Climate Change

What is a Heat Dome and why is it causing extreme heatwaves in the USA?

It is a weather phenomenon where a ridge of high pressure gets stuck in the atmosphere

 
By DTE Staff
Published: Friday 07 June 2024

Cities across southern and western states in the United States issued warnings and opened cooling centres to deal with the ongoing heatwave, with temperatures soaring above 110 F or 43.3 degrees Celsius (°C) in some places.

From Northern California to Texas, excessive heat warnings and advisories blanket the region, urging residents to take precautions against the blistering heat. In Las Vegas, temperatures soared to a staggering 112 degrees Fahrenheit or 44.4°C, shattering records and turning the iconic Strip into an oven.

Even in Death Valley in California, known for its extreme heat, the mercury climbs to a sweltering 121°F or 49.4°C, making it one of the hottest places on Earth.
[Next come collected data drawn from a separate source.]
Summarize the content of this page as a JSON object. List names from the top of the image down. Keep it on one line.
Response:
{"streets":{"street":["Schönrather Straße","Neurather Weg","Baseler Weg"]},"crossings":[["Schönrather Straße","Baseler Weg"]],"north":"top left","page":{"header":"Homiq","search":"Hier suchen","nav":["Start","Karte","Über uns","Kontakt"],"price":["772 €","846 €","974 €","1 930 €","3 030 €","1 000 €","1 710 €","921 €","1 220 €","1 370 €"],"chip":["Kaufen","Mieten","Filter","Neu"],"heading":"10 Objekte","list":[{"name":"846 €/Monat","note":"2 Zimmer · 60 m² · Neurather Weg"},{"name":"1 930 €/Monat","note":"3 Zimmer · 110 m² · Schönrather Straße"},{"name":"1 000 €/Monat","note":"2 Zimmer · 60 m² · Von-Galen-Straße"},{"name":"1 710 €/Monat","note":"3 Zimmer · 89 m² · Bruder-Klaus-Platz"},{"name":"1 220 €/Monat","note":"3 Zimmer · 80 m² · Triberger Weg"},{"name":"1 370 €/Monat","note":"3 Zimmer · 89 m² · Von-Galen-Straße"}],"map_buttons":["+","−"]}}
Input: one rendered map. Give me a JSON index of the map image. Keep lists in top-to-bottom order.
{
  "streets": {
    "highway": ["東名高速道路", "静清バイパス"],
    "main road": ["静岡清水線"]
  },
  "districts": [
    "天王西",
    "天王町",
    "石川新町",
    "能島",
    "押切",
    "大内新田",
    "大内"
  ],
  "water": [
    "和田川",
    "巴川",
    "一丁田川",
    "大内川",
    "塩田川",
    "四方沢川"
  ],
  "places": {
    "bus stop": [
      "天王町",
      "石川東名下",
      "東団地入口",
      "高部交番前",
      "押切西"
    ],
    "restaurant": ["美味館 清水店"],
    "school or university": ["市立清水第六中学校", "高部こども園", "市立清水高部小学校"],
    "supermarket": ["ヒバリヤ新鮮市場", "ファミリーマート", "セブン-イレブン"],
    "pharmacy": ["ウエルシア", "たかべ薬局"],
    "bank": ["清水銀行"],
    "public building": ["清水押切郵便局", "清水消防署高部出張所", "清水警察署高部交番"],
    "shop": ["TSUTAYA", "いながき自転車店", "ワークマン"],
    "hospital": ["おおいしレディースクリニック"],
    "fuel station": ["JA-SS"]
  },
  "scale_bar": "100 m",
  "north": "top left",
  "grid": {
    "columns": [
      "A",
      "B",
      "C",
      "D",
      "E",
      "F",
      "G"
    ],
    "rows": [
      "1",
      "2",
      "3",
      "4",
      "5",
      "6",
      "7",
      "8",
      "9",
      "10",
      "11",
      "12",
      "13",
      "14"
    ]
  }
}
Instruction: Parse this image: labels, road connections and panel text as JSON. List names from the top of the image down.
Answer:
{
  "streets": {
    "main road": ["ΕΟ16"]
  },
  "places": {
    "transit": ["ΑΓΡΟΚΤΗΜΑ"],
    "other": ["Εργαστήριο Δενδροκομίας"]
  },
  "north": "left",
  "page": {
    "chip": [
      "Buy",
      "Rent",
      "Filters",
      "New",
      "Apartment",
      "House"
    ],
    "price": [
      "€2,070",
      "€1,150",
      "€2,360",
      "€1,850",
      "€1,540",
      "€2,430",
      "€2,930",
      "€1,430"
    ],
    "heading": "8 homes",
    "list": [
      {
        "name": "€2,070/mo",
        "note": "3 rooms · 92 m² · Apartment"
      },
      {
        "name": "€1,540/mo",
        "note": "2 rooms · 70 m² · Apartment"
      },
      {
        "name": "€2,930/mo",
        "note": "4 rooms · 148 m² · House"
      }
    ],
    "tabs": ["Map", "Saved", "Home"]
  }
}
In Phoenix, where last year’s summer saw a staggering 55 straight days of temperatures exceeding 110°F or 43.3°C, officials are scrambling to provide relief with cooling centres and closed hiking trails. With heat-related deaths on the rise, Phoenix firefighters are using ice immersion to treat heatstroke victims, a desperate measure in the face of escalating temperatures.

The National Weather Service (NWS) has said the heat dome that’s currently putting a hot lid on the western US will bring high temperatures that are 20 to 30 degrees hotter than normal for early June. The NWS also released a HeatRisk map that shows colour-coded risk categories for people confronted by heat that can pose health problems.

Areas around California, Las Vegas, and some areas in Texas are at risk of long-duration extreme heat conditions with little to no overnight relief.

The reason behind this is a condition known as a ‘heat dome’. But what is it?

A heat dome is a weather phenomenon where a ridge of high pressure gets stuck in the atmosphere.

It traps hot ocean air like a lid or cap on a boiling pot. Hot air expands vertically into the atmosphere and high pressure pushes it toward the ground. This air then becomes compressed and heats up even more, leading to a dome-shaped area of hot air that can persist for several days or even weeks.

Children, the elderly, and people with chronic conditions can be especially vulnerable. The NWS has forecast mild cooling over the region this weekend, but only by a few degrees.